• _What you will do_:
Every line of the entries with the word "service" in it should be shown.

• _Data_:

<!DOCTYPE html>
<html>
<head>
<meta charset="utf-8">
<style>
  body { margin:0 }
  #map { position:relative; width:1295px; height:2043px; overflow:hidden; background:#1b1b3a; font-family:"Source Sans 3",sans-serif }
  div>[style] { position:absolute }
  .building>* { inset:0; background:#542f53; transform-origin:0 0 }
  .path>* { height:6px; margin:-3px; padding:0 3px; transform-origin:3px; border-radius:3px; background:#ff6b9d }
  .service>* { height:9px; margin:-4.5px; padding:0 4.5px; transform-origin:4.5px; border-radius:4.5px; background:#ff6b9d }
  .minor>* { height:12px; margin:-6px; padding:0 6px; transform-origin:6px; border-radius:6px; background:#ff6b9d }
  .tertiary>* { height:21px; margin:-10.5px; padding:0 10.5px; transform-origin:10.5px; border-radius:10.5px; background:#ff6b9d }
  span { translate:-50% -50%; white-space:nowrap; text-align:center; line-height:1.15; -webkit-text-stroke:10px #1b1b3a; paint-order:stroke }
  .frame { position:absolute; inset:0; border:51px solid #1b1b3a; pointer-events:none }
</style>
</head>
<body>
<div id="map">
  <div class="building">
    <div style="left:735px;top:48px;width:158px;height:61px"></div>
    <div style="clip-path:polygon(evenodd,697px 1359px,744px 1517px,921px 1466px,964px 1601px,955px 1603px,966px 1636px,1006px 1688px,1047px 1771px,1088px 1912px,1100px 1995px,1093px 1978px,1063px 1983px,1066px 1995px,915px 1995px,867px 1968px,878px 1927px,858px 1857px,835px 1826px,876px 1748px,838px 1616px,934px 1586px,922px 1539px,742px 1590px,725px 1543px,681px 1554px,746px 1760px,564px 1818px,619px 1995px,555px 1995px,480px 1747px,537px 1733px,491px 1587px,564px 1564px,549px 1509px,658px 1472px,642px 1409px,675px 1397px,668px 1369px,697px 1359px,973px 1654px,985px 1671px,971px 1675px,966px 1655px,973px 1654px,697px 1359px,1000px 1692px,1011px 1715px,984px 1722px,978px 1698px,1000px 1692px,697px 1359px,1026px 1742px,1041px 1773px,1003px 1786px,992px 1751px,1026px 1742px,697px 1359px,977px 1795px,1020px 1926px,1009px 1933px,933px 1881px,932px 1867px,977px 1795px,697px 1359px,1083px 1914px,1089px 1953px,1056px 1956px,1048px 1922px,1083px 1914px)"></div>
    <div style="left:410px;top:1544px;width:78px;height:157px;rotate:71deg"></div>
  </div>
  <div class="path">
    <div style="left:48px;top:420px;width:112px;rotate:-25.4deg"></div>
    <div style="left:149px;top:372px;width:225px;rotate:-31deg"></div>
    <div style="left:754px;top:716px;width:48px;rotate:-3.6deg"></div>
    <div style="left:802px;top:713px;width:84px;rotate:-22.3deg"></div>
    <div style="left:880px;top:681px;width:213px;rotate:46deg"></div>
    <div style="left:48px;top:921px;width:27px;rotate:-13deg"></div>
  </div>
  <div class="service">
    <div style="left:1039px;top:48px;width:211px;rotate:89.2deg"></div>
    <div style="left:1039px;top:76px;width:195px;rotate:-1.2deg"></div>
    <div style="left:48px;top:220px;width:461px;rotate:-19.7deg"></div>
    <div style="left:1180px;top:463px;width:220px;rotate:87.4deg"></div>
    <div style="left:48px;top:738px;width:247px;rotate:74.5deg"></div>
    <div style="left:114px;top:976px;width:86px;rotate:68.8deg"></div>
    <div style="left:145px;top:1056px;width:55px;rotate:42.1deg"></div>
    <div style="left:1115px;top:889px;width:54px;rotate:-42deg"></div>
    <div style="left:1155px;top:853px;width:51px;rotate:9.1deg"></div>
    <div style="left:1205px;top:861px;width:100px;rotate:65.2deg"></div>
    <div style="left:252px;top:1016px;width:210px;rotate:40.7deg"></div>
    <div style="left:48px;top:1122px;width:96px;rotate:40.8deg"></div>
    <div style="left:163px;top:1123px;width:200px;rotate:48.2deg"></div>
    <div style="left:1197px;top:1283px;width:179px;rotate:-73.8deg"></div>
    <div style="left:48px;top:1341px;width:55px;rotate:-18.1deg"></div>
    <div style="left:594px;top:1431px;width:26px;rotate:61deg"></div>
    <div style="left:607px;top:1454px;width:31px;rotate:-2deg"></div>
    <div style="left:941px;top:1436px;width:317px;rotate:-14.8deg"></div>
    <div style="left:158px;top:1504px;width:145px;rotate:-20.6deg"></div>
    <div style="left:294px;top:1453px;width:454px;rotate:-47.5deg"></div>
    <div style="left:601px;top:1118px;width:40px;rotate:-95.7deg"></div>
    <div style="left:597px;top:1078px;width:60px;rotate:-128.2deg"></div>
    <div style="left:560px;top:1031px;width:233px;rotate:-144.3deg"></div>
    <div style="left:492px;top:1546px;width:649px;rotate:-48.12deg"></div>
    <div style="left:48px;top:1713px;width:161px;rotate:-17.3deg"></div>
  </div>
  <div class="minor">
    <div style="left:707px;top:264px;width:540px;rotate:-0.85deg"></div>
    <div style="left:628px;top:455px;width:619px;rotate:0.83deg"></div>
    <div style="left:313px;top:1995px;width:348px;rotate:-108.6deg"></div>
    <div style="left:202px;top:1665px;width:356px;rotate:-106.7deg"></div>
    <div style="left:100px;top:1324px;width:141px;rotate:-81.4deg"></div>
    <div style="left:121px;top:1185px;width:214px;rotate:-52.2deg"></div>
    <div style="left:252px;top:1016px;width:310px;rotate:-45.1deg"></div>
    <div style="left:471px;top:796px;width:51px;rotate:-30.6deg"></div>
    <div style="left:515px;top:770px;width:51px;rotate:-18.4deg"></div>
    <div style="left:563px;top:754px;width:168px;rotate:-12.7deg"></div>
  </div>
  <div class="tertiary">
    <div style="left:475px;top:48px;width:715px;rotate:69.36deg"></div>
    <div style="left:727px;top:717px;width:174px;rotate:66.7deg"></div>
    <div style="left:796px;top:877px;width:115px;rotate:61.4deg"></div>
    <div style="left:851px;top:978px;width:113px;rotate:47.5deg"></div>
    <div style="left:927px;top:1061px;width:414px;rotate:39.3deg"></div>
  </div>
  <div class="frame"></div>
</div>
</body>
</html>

• _Task response_:
  .service>* { height:9px; margin:-4.5px; padding:0 4.5px; transform-origin:4.5px; border-radius:4.5px; background:#ff6b9d }
  <div class="service">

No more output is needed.